Since you now know the basic premise of a day, lets break the meals down in detail. a normal person lets say needs 2000 calories to function in a day. Multiply 2000 by 2 and you get 4000, thats the average amount of calories that person would need to function while competing with a drum corps. It isn't as easy as you think. Especially since the drum corps season runs from the middle of May till the middle of August. Three months of grueling rehearsals in the summer sun and heat. On average a drum corps spends about $100,000 on food for the summer. That covers breakfast, lunch, dinner, and snack (the 4th meal after the show) for about 200 people that travel with the corps at any given time. A division I drum corps can have up to 135 competing individuals, besides that there is support staff and teaching staff, as well as a few administrative staff that have to be fed every day.

A typical breakfast will consist of bagels or muffins, cereal, fruit and possibly a hot option of either oat meal, eggs, pancakes, etc. Lunch is anything from cold cut sandwiches to brats, mac 'n cheese, or pasta. Dinner is a staple meal usually consisting of meatloaf, pot roast, hamburgers or hot dogs, pasta, and the like. Snack is usually a repeat of dinner or something similar. Snack can also be a smörgåsbord of everything from the past couple days, and the created concoctions are amazing! The staple food of drum corps is PB&J. No meal is complete with out a PB&J and it is present at every meal, either as a quick snack while in line, a hearty addition for the extra carbs, or an alternative dish. If you were to feed a drum corps pot roast for dinner, it would take on average about 100 lbs. of pot roast to make sure there was enough and maybe a tad bit extra [note these stats are from my cooking and marching experience with the Madison Scouts the last few years]. Also on average about 36 gallons of Gatorade or "drink" will be consumed during one meal as well. The amount you eat astounds you, and 4 hours later your dying of hunger, yet again.
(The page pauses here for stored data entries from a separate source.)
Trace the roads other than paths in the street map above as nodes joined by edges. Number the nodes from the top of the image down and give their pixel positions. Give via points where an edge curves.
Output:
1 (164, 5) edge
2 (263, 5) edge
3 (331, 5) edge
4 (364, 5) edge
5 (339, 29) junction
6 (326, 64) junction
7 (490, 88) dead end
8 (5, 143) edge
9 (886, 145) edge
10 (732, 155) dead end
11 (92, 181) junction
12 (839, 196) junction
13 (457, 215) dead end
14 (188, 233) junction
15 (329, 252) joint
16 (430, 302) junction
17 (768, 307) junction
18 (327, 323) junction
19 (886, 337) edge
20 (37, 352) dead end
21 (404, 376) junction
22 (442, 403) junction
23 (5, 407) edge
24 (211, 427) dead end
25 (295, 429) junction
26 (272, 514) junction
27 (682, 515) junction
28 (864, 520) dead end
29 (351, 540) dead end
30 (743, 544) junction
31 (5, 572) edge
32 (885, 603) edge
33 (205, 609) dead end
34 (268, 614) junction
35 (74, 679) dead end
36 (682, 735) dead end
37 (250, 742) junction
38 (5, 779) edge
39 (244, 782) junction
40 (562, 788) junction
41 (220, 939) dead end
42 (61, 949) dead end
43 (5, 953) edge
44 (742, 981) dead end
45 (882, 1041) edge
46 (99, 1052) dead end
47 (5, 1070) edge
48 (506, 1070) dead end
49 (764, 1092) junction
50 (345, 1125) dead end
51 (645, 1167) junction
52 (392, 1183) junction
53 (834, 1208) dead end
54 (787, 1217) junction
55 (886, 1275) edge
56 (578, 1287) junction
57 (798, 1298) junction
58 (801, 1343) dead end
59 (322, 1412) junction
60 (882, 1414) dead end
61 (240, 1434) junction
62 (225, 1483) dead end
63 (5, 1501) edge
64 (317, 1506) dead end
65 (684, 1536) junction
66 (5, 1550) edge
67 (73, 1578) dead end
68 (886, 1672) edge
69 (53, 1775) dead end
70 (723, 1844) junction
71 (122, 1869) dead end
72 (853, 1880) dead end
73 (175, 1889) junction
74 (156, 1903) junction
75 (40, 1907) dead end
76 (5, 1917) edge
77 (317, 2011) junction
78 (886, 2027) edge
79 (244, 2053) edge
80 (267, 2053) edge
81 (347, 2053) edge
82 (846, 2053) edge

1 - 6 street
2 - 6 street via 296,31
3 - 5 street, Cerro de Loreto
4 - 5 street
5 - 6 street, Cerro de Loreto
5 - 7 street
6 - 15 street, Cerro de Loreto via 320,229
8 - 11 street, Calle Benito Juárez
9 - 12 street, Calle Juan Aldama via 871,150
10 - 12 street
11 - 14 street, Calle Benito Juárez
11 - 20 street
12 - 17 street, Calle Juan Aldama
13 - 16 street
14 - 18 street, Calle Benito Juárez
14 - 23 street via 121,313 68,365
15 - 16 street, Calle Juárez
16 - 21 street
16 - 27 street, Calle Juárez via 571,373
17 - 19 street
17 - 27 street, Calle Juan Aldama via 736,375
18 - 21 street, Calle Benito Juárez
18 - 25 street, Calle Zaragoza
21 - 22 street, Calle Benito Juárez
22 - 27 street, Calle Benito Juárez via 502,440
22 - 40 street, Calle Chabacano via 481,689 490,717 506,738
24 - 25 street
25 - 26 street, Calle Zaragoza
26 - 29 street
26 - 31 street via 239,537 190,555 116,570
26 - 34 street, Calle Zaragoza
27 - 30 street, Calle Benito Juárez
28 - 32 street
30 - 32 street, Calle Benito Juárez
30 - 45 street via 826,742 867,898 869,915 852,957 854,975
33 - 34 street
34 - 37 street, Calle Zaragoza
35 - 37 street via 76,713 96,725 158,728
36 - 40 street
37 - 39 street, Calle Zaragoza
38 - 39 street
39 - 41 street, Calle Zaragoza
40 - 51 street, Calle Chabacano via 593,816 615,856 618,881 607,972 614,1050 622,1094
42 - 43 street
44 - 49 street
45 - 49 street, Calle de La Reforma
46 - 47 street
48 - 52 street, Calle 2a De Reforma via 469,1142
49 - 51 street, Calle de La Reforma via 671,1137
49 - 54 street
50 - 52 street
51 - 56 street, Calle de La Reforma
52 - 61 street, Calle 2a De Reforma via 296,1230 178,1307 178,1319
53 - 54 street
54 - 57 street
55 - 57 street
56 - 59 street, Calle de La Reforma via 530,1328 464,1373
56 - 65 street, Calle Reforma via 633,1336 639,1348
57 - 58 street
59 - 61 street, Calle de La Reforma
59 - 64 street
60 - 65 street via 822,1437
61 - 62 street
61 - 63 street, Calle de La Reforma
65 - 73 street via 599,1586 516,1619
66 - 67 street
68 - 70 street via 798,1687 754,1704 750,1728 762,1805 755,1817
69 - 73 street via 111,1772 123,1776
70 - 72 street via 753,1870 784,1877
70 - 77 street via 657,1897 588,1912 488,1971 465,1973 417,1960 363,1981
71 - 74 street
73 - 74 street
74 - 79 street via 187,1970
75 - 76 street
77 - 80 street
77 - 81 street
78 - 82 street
This is just a taste of what the drum corps dining experience is like, and I have been a part of both sides. I have volunteered with the Madison Scouts in '03, '04 and '05. I marched with Impulse! in 2006 and with Madison Scouts this past summer. From being on the member side of it all I can truly say that the men and women who work the food trucks for drum corps across the nation summer after summer are amazing people doing amazing work, from all of us that have marched and enjoyed your delicious delectables, THANKS A BUNCH!